PROMPT:
If a line of the records contains the word "roads", list it.

***** THE DATA *****

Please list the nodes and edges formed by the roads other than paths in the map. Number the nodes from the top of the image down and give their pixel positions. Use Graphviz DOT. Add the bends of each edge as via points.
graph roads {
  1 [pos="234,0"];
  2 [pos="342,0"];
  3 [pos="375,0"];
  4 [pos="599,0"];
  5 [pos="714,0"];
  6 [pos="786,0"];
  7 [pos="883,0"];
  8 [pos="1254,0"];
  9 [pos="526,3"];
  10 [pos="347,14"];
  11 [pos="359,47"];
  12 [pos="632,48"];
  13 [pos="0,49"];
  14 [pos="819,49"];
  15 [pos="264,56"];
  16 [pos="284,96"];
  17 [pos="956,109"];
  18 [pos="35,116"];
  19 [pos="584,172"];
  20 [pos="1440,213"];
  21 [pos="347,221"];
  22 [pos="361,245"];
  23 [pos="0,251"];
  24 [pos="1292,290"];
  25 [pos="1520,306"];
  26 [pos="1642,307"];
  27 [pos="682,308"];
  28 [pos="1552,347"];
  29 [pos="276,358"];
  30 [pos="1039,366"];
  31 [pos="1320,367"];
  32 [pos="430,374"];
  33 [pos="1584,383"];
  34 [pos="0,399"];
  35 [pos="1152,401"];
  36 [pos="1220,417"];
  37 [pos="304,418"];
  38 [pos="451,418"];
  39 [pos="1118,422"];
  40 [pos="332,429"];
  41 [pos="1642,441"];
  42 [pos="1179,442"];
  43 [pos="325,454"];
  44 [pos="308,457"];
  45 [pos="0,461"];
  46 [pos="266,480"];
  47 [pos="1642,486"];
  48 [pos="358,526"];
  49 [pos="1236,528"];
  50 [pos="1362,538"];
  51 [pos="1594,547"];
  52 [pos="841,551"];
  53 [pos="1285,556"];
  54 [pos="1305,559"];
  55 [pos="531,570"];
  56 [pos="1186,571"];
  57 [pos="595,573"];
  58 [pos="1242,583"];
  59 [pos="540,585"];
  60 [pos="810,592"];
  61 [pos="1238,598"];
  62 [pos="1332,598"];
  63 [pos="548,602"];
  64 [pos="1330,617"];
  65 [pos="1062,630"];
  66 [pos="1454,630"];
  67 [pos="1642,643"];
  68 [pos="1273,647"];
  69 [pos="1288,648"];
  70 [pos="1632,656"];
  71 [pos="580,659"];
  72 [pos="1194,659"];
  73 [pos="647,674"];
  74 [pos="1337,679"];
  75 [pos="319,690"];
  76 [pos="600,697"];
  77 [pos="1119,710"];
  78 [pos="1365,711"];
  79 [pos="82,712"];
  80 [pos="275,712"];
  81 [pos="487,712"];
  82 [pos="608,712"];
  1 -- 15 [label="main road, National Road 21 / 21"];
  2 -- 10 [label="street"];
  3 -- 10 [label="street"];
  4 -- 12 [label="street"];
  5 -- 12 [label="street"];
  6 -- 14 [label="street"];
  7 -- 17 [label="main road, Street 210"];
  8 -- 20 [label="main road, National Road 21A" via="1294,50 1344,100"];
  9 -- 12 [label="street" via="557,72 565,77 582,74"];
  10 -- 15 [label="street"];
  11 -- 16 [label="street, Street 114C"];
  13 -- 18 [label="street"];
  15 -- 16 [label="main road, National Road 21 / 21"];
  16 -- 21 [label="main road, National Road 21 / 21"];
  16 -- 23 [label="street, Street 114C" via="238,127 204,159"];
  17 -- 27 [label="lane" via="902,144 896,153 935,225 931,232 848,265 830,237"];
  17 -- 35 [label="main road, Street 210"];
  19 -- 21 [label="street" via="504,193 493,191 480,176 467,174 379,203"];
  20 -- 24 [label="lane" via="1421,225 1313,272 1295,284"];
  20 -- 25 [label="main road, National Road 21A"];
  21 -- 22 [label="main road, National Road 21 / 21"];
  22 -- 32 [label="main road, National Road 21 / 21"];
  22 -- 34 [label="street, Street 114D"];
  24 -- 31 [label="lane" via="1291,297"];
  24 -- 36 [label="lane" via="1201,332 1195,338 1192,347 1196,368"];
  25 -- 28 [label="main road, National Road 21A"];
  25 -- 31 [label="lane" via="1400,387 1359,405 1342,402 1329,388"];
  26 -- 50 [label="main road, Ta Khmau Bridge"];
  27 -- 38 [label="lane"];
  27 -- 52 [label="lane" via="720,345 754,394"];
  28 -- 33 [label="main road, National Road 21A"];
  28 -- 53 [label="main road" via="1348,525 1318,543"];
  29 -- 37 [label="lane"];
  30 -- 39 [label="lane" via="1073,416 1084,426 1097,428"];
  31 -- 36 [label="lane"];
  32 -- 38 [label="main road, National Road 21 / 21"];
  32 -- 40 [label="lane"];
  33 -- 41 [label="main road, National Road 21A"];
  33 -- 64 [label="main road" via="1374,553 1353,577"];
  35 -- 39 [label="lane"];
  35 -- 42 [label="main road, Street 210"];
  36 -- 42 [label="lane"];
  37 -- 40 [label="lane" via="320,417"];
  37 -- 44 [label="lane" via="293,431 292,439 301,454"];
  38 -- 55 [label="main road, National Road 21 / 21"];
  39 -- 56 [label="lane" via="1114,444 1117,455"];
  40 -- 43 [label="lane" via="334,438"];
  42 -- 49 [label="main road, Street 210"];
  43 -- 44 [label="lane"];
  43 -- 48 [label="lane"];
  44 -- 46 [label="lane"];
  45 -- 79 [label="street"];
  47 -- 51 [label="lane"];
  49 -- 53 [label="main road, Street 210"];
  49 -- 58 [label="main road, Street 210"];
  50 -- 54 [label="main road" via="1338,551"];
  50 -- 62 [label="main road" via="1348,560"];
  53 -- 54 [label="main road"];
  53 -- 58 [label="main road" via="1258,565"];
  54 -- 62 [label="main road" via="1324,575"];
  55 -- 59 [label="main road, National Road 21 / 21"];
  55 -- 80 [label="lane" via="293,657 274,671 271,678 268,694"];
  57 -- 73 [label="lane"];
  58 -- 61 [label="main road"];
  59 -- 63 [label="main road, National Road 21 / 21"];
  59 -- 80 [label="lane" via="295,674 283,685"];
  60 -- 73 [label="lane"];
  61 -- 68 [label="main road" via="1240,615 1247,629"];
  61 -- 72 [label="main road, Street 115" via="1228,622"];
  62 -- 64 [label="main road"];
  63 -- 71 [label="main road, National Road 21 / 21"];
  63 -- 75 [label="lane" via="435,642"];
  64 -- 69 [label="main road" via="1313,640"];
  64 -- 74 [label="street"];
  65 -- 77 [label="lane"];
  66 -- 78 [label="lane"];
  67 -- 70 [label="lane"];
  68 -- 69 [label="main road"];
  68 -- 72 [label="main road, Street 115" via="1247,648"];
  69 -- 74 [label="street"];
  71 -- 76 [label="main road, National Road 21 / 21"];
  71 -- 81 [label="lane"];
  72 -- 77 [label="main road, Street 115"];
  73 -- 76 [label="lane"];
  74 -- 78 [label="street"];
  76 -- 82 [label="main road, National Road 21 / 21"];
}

*****

EXERCISE RESPONSE:
Please list the nodes and edges formed by the roads other than paths in the map. Number the nodes from the top of the image down and give their pixel positions. Use Graphviz DOT. Add the bends of each edge as via points.
graph roads {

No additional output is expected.